Tally the lines in the data below where the word "nodes" appears, and give the tally alone.

........

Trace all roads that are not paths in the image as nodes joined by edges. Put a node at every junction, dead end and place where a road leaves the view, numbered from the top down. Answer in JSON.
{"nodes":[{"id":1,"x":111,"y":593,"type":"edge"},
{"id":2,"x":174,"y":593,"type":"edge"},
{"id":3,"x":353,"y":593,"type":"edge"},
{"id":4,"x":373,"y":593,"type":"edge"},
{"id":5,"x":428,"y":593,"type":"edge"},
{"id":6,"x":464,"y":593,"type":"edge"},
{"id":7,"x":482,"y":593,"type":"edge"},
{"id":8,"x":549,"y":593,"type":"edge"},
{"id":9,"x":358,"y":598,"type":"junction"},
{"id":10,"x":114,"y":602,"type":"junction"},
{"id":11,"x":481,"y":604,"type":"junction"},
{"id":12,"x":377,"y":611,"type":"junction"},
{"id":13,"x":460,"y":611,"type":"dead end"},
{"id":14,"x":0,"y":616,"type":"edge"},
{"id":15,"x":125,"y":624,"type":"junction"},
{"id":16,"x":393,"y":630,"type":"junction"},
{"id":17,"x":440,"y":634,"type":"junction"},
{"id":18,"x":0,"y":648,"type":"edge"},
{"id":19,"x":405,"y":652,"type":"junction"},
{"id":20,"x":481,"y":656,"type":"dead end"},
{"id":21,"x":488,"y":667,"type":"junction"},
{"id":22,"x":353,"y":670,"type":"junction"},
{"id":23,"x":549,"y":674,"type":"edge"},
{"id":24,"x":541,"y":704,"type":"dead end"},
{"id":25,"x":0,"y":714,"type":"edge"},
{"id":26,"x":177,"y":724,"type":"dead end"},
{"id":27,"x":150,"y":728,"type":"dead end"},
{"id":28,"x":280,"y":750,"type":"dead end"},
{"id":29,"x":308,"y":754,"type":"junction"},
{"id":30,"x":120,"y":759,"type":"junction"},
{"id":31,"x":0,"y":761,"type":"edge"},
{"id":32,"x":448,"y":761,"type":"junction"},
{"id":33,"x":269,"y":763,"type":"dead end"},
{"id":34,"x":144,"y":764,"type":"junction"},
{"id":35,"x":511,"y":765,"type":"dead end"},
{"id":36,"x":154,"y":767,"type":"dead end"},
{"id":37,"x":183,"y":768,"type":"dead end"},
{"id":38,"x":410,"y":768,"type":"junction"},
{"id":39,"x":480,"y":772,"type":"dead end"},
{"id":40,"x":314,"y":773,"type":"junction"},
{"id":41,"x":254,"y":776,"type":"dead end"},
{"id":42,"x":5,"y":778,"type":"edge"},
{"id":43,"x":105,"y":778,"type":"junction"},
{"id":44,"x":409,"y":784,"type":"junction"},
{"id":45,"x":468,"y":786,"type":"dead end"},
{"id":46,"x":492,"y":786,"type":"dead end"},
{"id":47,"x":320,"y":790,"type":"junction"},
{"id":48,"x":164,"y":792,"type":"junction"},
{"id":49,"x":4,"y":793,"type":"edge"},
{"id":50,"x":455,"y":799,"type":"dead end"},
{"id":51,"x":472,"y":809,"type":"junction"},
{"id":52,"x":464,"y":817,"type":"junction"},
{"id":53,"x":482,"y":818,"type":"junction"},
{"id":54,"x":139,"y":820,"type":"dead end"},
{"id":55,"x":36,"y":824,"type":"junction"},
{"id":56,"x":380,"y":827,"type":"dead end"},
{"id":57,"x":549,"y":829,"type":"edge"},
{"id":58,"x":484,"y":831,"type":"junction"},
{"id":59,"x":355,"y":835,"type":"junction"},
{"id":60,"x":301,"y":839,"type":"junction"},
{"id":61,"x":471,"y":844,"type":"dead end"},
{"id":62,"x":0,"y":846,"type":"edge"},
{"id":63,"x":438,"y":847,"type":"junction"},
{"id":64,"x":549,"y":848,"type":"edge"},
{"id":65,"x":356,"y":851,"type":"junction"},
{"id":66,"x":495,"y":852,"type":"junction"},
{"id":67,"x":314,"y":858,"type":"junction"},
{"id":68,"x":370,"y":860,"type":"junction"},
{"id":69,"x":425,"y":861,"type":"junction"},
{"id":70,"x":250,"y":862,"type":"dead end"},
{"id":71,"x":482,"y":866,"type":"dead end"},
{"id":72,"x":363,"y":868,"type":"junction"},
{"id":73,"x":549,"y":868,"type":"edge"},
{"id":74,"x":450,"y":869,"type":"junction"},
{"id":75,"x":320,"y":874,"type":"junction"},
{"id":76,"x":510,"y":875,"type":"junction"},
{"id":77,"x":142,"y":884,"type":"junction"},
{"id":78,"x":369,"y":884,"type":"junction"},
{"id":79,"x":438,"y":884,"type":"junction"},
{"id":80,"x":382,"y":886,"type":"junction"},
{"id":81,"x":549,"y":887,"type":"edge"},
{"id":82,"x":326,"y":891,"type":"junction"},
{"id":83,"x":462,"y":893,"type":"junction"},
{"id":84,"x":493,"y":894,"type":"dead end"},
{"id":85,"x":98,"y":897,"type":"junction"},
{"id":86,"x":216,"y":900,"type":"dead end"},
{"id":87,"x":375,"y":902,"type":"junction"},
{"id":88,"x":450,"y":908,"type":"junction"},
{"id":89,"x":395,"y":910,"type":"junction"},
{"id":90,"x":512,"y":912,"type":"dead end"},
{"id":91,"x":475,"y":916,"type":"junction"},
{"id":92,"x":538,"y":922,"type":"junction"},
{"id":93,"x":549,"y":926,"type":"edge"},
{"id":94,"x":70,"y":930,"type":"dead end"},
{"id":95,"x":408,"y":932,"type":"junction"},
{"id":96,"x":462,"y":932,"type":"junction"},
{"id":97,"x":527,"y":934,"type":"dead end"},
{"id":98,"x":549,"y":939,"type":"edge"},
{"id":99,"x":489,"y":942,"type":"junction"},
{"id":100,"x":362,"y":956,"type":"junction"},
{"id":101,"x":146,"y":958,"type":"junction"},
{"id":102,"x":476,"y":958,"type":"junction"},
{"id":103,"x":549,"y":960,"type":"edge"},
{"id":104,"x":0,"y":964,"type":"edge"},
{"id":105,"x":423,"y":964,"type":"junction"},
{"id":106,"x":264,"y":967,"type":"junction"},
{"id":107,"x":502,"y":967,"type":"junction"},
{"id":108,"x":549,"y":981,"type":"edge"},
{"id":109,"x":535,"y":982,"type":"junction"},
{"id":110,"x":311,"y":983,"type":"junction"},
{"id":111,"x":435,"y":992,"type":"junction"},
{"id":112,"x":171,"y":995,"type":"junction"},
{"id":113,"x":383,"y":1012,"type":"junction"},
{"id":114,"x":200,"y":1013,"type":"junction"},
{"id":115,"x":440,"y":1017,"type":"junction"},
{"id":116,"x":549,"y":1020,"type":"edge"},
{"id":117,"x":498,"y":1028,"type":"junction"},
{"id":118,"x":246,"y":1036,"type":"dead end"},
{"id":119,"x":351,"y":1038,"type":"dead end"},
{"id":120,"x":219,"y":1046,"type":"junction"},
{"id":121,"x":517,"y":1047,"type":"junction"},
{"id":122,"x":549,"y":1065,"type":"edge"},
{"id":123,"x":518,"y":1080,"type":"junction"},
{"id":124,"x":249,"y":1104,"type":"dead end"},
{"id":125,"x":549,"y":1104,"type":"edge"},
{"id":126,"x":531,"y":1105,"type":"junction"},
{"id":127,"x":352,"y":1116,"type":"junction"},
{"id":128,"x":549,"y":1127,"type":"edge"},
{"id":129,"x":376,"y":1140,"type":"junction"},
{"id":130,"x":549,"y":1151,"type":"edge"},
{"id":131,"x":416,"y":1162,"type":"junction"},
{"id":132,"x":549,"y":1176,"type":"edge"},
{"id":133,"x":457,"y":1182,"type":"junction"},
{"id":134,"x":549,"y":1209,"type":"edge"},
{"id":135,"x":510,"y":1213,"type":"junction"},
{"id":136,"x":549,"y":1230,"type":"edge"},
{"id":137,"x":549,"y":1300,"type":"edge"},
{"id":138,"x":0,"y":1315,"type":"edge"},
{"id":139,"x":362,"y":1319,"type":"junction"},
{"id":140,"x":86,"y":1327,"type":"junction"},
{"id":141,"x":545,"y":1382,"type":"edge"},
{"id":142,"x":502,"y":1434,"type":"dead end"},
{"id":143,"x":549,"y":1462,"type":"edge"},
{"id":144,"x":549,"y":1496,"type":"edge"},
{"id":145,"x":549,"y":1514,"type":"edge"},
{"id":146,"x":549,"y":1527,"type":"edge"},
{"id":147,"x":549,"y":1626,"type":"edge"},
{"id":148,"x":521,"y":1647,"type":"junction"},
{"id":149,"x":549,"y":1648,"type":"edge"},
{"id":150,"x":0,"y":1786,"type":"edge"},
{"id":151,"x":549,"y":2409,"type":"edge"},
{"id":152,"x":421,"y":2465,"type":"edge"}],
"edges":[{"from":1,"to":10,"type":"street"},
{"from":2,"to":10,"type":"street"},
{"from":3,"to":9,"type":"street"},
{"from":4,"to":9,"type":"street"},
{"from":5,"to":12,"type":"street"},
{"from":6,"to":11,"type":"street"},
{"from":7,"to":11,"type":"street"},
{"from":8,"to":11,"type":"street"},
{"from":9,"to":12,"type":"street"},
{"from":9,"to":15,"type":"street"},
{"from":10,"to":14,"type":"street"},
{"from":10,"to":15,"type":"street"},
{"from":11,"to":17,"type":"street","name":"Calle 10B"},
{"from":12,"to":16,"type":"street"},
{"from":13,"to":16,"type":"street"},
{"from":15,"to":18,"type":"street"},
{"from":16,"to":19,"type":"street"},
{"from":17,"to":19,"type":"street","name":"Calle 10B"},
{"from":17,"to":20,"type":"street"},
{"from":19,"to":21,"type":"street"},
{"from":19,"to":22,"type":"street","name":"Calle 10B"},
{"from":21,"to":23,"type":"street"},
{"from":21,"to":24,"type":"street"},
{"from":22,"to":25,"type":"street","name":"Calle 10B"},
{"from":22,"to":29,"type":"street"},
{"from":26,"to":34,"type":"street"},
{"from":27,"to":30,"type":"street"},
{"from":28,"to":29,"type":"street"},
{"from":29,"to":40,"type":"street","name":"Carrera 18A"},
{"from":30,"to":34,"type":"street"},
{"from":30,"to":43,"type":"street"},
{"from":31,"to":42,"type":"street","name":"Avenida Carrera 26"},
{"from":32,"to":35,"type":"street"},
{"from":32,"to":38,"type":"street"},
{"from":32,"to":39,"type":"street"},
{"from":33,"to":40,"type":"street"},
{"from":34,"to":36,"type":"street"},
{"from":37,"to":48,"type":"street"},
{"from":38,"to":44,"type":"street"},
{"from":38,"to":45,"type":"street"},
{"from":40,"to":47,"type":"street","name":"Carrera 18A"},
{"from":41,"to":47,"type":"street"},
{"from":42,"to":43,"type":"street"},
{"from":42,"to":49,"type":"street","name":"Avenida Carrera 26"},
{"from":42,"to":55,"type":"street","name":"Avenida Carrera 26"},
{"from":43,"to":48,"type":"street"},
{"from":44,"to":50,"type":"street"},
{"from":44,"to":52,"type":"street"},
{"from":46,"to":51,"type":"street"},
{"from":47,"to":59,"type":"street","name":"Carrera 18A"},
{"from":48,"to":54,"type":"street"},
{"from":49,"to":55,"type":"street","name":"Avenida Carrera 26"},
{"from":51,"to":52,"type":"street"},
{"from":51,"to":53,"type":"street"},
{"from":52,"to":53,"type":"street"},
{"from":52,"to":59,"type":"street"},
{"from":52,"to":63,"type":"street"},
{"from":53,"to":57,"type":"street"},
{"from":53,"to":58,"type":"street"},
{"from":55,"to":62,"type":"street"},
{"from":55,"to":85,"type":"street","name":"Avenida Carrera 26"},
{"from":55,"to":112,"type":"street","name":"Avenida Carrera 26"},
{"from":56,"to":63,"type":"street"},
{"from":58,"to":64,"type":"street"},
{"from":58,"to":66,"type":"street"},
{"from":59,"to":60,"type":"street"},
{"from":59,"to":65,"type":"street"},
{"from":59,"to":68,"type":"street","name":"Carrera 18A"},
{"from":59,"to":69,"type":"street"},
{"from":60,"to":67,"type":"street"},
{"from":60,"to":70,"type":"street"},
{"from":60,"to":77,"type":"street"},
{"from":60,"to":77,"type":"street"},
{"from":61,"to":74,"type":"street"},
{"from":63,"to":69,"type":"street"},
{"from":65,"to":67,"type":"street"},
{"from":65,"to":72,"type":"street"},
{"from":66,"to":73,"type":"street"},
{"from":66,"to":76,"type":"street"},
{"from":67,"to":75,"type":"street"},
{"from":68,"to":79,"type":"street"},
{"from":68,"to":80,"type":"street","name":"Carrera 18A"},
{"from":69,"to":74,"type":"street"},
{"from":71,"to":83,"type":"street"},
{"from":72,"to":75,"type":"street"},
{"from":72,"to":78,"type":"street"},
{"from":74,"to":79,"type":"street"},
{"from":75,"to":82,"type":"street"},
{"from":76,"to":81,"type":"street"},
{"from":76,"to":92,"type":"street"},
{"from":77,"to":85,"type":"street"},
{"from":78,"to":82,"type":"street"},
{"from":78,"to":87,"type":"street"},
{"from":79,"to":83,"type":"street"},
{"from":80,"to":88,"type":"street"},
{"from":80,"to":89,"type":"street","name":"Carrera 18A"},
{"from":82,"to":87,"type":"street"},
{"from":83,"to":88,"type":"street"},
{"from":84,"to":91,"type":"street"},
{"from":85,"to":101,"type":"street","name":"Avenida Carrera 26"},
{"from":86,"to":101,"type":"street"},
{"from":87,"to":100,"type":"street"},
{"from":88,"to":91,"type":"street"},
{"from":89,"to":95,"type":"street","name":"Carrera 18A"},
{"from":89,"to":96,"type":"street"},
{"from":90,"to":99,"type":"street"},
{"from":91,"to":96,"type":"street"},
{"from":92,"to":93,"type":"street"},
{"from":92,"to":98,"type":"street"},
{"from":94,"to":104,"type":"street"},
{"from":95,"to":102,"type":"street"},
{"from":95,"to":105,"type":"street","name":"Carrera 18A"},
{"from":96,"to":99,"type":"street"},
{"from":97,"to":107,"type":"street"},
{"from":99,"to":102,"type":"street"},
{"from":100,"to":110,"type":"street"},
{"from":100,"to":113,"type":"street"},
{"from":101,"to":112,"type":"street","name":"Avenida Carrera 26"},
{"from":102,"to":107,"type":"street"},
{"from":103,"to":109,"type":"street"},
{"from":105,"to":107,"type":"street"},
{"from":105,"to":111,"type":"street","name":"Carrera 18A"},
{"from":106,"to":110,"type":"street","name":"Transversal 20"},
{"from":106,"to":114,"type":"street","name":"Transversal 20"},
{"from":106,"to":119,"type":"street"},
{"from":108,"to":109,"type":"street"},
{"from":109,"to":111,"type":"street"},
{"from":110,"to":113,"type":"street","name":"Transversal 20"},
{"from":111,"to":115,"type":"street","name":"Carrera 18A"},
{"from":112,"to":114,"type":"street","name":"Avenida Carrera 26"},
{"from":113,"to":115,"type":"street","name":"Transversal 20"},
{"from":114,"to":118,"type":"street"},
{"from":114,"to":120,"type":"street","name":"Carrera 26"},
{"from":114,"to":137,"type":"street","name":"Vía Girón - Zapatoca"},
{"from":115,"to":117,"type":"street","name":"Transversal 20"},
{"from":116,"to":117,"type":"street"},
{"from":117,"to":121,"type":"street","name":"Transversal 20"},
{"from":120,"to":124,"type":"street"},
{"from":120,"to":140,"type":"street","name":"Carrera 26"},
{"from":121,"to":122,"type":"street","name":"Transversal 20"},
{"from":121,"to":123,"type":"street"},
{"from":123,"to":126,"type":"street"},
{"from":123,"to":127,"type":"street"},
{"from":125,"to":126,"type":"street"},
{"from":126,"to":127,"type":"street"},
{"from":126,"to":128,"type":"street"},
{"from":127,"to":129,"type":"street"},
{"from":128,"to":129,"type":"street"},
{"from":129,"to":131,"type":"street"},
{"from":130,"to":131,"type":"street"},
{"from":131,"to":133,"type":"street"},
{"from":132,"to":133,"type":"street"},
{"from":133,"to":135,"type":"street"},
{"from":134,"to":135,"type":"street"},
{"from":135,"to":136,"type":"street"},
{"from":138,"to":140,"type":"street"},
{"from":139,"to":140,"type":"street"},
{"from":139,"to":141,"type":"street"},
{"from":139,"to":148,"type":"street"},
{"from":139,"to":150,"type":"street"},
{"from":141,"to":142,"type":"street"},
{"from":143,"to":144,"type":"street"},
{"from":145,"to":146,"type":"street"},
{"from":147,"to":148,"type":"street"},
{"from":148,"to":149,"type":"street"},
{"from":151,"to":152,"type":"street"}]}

........

YOUR RESPONSE: 2